The summit opened with a speech by the new chair of the Charity Commission, Baroness Stowell. This reflected much of what had been said the day before at the summit hosted by the Department for International Development for international aid charities.
Indeed, although Baroness Stowell’s speech at the previous summit was aimed at international aid charities, many of the key messages apply to all charities, regardless of their size and where they operate.
- Safeguarding is a matter that goes to the heart of being a charity: it’s about treating people with respect, protecting the vulnerable, and doing the right thing.
- So the safeguarding issues that have emerged are relevant to all charities, domestic as well as international.
- The answer to the problems that have been uncovered is not just writing more rules and having procedures, it’s about changing attitudes and behaviours.
- The focus must be on restoring public trust, by demonstrating action to address what has gone wrong.
- This involves charities improving their reporting: the Commission’s expectation is that both incidents and allegations are reported, not just in relation to the charity’s activities but also if using suppliers. Charities should also avoid the tendency of looking at individual instances on their own, they should think instead about trends and where possible identify red flags. And reporting of serious incidents needs to be timely, done with full and frank disclosure.
- But there was also a recognition that the Charity Commission itself needs to improve: for example in the past it has failed to report back to people who have made a report about the action it has taken and what has been achieved as a result, so this needs to change.
- The Commission also needs to make clear its understanding that organisations reporting high numbers of incidents are not necessarily those that are high risk, on the contrary it may be that low numbers of reports need to be looked at.
The Minister for Civil Society Tracey Crouch MP also spoke, drawing a lot from her experience in dealing with similar crises in the sports sector.
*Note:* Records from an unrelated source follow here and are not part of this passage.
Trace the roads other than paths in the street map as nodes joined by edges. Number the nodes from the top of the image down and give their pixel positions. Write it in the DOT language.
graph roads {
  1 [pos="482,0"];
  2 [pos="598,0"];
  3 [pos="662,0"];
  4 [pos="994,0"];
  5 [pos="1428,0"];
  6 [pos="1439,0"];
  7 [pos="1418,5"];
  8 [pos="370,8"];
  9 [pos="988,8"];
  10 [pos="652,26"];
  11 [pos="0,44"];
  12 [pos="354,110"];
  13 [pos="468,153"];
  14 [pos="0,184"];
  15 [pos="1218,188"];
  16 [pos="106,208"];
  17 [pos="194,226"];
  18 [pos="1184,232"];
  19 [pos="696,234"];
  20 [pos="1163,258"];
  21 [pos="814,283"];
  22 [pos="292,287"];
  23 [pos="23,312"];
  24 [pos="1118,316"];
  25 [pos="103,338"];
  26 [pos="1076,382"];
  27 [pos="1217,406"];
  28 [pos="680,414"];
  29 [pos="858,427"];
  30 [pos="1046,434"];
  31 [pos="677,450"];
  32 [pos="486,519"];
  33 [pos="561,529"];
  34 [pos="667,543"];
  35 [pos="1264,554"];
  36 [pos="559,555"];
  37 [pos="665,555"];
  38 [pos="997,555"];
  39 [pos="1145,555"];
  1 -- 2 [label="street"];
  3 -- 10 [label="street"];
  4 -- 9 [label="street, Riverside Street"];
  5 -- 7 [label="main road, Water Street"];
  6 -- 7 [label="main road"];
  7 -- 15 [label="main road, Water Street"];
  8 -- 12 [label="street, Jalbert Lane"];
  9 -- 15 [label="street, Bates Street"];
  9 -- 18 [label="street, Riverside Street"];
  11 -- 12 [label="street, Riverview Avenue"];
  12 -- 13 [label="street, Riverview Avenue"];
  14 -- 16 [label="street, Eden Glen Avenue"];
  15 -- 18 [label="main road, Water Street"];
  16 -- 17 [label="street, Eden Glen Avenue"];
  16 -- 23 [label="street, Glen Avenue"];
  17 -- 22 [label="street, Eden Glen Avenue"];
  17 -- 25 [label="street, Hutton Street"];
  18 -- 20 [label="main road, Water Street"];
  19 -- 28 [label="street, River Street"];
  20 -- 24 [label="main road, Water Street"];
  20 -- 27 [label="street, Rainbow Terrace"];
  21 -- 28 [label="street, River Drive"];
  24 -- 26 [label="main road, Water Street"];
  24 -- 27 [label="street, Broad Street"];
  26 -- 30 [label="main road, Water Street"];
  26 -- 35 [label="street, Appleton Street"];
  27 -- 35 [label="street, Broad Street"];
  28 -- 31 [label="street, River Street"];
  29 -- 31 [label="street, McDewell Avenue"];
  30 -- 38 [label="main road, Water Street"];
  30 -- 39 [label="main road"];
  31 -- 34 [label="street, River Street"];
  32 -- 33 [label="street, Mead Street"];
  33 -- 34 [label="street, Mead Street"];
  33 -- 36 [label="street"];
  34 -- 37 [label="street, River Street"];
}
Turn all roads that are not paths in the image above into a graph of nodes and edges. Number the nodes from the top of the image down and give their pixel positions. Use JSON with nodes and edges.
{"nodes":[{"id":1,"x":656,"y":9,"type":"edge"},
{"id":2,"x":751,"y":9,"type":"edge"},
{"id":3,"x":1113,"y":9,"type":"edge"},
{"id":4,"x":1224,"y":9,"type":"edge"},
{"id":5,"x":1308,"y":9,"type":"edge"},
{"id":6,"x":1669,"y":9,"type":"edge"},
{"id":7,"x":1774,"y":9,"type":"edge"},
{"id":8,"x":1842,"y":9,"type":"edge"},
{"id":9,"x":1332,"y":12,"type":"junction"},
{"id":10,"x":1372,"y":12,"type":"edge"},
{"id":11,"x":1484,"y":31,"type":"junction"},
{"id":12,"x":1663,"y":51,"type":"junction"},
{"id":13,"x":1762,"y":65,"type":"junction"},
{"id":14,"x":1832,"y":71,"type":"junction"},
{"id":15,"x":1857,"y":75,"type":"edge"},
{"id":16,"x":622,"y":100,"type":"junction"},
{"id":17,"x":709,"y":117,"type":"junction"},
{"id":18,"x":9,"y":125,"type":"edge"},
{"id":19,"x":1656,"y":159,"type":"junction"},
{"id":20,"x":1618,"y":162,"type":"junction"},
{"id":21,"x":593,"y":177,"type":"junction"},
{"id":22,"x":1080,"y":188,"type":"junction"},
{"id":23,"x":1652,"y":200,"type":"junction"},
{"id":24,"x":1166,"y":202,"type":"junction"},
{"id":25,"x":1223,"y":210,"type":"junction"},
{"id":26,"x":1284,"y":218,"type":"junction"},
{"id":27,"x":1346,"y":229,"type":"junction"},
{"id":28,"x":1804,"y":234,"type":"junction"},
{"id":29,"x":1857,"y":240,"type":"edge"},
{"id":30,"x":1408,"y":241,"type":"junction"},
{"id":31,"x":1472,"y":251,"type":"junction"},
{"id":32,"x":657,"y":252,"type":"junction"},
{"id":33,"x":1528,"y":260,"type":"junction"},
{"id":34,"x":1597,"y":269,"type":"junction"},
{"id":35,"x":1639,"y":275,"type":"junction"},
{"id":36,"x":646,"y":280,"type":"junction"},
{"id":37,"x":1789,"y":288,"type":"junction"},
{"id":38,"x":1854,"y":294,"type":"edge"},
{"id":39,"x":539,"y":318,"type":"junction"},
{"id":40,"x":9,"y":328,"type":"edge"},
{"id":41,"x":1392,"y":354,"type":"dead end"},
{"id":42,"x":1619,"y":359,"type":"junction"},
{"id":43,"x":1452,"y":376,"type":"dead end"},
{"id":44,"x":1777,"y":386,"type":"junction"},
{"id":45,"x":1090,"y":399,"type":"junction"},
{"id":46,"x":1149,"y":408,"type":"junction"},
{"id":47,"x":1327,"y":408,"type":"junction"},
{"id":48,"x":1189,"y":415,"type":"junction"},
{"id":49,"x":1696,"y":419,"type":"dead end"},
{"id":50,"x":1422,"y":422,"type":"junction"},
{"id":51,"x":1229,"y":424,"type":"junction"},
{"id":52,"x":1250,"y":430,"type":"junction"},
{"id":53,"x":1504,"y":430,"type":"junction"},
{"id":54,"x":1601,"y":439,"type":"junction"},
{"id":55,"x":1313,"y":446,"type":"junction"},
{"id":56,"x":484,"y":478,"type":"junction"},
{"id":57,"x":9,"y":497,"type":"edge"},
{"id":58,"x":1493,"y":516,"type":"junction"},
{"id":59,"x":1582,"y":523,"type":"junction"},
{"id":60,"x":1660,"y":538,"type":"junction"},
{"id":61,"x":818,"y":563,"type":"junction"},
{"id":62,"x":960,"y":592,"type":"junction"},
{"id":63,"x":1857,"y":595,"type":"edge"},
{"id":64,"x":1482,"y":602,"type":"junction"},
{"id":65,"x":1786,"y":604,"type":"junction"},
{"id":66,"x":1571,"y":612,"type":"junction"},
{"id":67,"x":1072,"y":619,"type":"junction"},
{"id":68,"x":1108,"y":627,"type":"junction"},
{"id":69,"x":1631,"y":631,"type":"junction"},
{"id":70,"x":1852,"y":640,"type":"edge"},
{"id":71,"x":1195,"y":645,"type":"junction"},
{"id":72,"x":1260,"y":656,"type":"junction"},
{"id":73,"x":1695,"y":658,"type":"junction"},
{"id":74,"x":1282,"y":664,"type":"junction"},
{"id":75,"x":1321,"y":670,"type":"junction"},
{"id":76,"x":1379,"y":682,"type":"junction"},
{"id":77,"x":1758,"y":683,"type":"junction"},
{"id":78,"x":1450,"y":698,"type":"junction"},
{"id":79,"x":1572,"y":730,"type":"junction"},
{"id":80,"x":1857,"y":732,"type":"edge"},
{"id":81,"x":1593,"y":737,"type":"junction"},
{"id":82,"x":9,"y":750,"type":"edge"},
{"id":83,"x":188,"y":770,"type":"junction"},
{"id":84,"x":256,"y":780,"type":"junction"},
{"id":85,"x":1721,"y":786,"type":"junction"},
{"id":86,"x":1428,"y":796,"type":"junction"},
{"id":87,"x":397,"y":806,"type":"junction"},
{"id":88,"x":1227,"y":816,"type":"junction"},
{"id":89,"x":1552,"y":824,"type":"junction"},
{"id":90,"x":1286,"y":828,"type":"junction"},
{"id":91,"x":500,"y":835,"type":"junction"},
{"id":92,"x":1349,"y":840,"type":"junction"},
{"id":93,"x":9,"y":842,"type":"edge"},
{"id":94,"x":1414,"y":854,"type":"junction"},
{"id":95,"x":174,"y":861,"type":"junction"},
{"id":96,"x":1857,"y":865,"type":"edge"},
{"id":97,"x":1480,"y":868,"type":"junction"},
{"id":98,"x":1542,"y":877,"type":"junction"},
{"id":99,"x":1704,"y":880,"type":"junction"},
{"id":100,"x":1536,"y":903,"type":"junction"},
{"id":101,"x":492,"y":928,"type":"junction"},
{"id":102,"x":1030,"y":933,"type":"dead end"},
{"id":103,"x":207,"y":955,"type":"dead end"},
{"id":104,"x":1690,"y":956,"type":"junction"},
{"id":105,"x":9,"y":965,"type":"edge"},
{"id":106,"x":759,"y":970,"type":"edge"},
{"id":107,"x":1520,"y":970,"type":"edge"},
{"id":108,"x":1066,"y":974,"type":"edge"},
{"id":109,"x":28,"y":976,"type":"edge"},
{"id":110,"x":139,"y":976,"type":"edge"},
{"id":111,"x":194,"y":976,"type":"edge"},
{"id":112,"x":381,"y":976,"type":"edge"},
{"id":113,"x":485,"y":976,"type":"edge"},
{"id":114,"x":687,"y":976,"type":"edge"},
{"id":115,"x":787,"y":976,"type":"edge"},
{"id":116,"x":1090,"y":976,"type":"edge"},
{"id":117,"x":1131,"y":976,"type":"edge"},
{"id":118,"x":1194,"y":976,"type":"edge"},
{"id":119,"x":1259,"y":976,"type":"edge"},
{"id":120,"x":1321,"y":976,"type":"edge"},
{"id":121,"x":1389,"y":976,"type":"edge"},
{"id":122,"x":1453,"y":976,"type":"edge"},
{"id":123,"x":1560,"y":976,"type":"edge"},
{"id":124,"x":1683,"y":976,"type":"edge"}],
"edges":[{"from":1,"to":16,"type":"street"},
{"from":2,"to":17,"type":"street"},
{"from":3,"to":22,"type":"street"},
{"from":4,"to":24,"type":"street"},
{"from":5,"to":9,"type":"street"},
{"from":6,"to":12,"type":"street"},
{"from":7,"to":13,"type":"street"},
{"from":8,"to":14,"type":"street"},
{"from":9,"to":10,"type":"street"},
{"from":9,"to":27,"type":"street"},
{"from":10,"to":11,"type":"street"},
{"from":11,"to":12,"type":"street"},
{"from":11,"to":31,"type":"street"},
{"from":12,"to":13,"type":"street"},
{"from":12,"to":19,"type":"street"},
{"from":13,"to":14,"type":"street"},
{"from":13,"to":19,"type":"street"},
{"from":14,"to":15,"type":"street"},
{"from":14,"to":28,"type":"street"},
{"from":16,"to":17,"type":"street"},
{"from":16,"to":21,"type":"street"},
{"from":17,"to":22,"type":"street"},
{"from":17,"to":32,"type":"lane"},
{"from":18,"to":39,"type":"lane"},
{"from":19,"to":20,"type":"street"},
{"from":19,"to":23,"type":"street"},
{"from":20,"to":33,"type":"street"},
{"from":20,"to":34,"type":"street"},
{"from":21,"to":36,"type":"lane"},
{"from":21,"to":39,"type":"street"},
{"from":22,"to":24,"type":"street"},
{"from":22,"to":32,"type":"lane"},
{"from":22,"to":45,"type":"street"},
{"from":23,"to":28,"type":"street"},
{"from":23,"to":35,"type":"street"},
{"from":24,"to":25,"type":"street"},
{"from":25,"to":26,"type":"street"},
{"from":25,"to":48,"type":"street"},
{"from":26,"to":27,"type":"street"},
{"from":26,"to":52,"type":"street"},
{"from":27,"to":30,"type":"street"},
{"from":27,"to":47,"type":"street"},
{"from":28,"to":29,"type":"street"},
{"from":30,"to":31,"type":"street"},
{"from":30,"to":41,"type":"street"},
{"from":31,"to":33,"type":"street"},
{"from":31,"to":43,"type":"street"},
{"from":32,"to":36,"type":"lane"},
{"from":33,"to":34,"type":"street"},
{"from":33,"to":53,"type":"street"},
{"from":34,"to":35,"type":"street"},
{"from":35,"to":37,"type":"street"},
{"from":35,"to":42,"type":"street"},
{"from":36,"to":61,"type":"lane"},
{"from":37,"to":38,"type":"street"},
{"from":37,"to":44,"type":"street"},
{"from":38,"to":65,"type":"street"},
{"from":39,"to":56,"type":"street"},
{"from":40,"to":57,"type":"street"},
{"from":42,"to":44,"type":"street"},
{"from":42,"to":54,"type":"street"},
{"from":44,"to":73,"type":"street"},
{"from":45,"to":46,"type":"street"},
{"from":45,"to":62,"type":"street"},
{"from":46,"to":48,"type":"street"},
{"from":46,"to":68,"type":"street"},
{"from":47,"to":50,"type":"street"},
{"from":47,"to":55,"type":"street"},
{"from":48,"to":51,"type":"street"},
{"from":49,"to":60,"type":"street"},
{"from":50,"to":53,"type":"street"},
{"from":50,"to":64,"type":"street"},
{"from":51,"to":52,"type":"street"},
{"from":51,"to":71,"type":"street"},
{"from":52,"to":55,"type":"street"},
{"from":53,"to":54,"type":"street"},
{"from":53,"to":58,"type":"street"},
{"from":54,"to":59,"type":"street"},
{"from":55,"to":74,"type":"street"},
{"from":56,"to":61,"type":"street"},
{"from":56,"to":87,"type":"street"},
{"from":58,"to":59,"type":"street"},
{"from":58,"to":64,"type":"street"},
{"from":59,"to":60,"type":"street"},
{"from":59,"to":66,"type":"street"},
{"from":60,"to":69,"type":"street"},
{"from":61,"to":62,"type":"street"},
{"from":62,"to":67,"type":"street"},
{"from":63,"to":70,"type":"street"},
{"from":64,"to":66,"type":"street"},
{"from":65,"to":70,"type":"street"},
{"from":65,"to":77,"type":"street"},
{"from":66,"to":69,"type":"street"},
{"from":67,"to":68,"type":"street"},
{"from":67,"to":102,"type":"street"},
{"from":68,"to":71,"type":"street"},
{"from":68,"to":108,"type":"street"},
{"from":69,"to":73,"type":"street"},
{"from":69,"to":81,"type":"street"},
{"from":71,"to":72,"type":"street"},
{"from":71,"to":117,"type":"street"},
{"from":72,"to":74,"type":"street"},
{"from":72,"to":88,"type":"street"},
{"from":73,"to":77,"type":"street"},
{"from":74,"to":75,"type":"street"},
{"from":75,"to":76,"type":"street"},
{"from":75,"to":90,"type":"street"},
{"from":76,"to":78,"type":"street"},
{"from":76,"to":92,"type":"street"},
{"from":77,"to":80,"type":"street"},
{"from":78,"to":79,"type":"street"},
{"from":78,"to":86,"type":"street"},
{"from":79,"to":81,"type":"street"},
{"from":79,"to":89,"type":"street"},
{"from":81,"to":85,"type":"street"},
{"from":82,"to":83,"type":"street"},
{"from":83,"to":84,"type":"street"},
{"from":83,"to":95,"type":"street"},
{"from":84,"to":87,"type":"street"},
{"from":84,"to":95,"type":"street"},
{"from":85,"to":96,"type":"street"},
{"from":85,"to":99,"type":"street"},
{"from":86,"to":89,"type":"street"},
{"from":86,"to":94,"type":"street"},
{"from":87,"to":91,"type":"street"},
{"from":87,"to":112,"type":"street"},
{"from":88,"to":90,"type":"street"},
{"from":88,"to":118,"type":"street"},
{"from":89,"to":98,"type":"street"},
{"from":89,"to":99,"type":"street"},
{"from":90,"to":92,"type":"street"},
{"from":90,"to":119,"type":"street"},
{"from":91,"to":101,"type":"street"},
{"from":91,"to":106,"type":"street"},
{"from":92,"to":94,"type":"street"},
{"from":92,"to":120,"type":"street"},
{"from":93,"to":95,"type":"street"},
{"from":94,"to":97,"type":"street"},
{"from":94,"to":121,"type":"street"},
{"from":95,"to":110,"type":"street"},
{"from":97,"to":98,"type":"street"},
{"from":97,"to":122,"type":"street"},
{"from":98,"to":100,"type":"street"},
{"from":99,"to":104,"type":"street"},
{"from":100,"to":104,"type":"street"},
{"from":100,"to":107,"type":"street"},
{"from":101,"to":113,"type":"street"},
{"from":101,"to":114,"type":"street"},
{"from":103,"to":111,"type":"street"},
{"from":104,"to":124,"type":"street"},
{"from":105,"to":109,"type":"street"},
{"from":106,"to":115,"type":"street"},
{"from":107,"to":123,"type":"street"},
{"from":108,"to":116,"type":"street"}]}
Again, she reiterated that safeguarding is a responsibility for all organisations: it’s non-negotiable, it’s not a ‘nice to have’, and should not be seen as another regulatory burden.
A number of charities around the table, including NCVO, were asked to give their perspectives on what the key safeguarding challenges are. What emerged was a considerable level of consensus on:
- The importance of having effective vetting and procedures, but equally important is the need to have the leadership and build the organisational culture that will enable and encourage reporting.
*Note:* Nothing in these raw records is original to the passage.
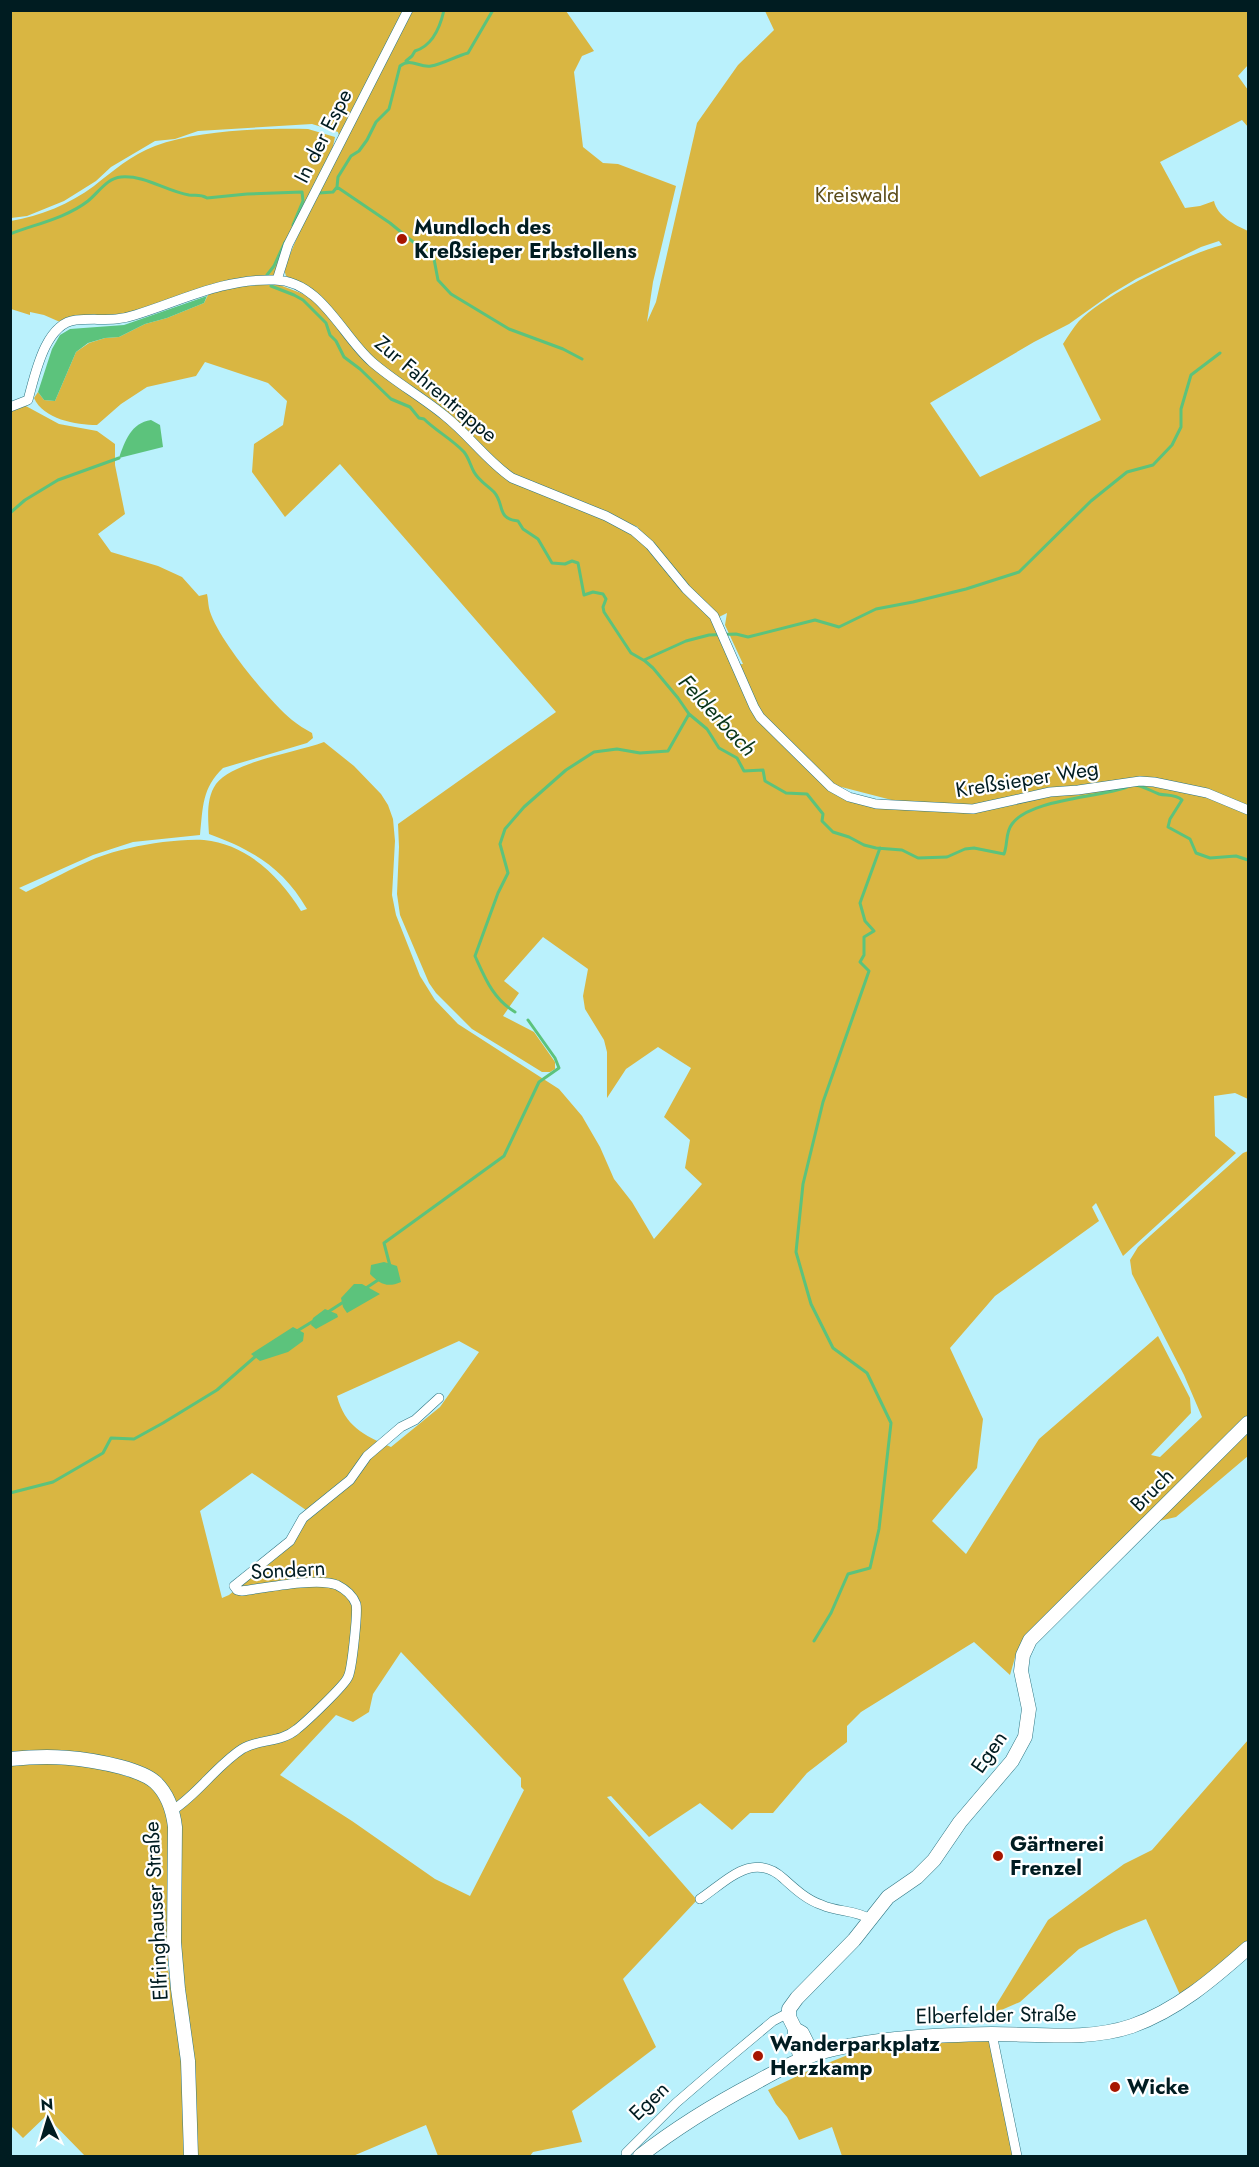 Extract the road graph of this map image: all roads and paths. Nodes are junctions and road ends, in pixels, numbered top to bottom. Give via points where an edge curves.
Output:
1 (408, 10) edge
2 (277, 280) junction
3 (10, 407) edge
4 (554, 494) joint
5 (1248, 810) edge
6 (439, 1398) dead end
7 (1248, 1423) edge
8 (1083, 1587) joint
9 (10, 1759) edge
10 (173, 1810) junction
11 (700, 1899) dead end
12 (870, 1919) junction
13 (1248, 1948) edge
14 (788, 2013) junction
15 (992, 2034) junction
16 (807, 2057) junction
17 (626, 2153) dead end
18 (191, 2157) edge
19 (640, 2157) edge
20 (1017, 2157) edge

1 - 2 street, In der Espe via 288,245
2 - 3 street, Zur Fahrentrappe via 214,287 120,320 63,323 55,330 38,364 28,400
2 - 4 street, Zur Fahrentrappe via 310,292 370,360 445,416 502,472
4 - 5 street, Kreßsieper Weg via 622,523 650,545 714,616 760,717 831,787 849,797 876,804 973,809 1050,792 1140,781 1207,793
6 - 10 street, Sondern via 367,1456 350,1480 303,1518 290,1540 234,1586 242,1591 316,1582 343,1588 356,1605 357,1615 348,1678 295,1731 243,1749
7 - 8 street, Bruch
8 - 12 street, Egen via 1030,1640 1023,1655 1029,1709 1025,1737 1012,1761 960,1822 934,1860 888,1897
9 - 10 street, Elfringhauser Straße via 76,1757 127,1769 156,1783
10 - 18 street, Elfringhauser Straße via 175,1951 188,2061
11 - 12 street via 737,1873 763,1866 773,1869 796,1891 822,1906
12 - 14 street, Egen via 797,1998
13 - 15 street, Elberfelder Straße via 1191,1995 1132,2026 1080,2035
14 - 16 street via 795,2029 802,2033
14 - 17 street, Egen via 773,2021 676,2103
15 - 16 street, Elberfelder Straße via 906,2038
15 - 20 street
16 - 19 street, Elberfelder Straße via 718,2103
- The need for everyone to understand and accept that better reporting and more transparency will lead to higher numbers of cases, but that higher numbers are not necessarily indicative of bad practice. A number of organisations have already expressed an understandable fear that reporting could have damaging short term implications, such as loss of funding, reputational damage, decline in public trust.
- The challenge of communicating that stronger safeguarding requires investment and therefore means higher administrative costs.
- The need for everyone to rethink their understanding and definition of ‘vulnerable people’: the key point is about ‘people in vulnerable circumstances’.
- The importance of organisations being able to track, monitor and identify low level concerns to identify patterns of behaviours
- The need to address a number of specific issues that for some time charities working in safeguarding on a daily basis have been grappling with, such as:
- A variable knowledge across the sector of what is safeguarding best practice
- An unclear definition of ‘regulated activity’ and in turn misunderstanding about when enhanced DBS checks can be carried out
- Lack of clarity about what counts as a ‘serious incident’ leading to inconsistent reporting practice
Despite, or perhaps rather because of, these challenges, everyone around the table was absolutely committed to strengthening safeguarding culture and practices both within their individual organisations and throughout the sector. We may not achieve zero abuse, but there will be zero tolerance.
To lead a response, we identified four key areas of action:
- Leadership, culture, values
- Law, regulation and the statutory framework
- Capacity and capability in charities around safeguarding
- Responsibilities and reporting, accountability and transparency
NCVO will be leading the work around strengthening the sector’s capacity and capability around safeguarding. This will build on all the resources and advice that we are already providing.
In addition, NCVO is going to explore two further issues that emerged during the summit:
- The possibility of developing a system of portability of references across the sector, similar to the idea suggested by Save the Children of introducing mandatory humanitarian passports. This is likely to be a hugely complex issue, with legal implications in terms of employment law, data protection and human rights. But we need to at least identify what the problematic issues are before we can move forward.
- The idea of a code of conduct or code of ethics for organisations, particularly those whose staff and volunteers are dealing with people in vulnerable circumstances. Similarly to the Code of Good Governance, this would set out a number of principles to which any organisation can pledge its commitment, sending a strong message to the public, our supporters and beneficiaries, that treating people with respect in any situation is a priority for all charities.
In taking all this work forward we will be reaching out to our members and the wider sector to ensure we are listening to your concerns and taking account of your needs. This, and yesterday’s summit, is just the start of a conversation that everyone should be involved in.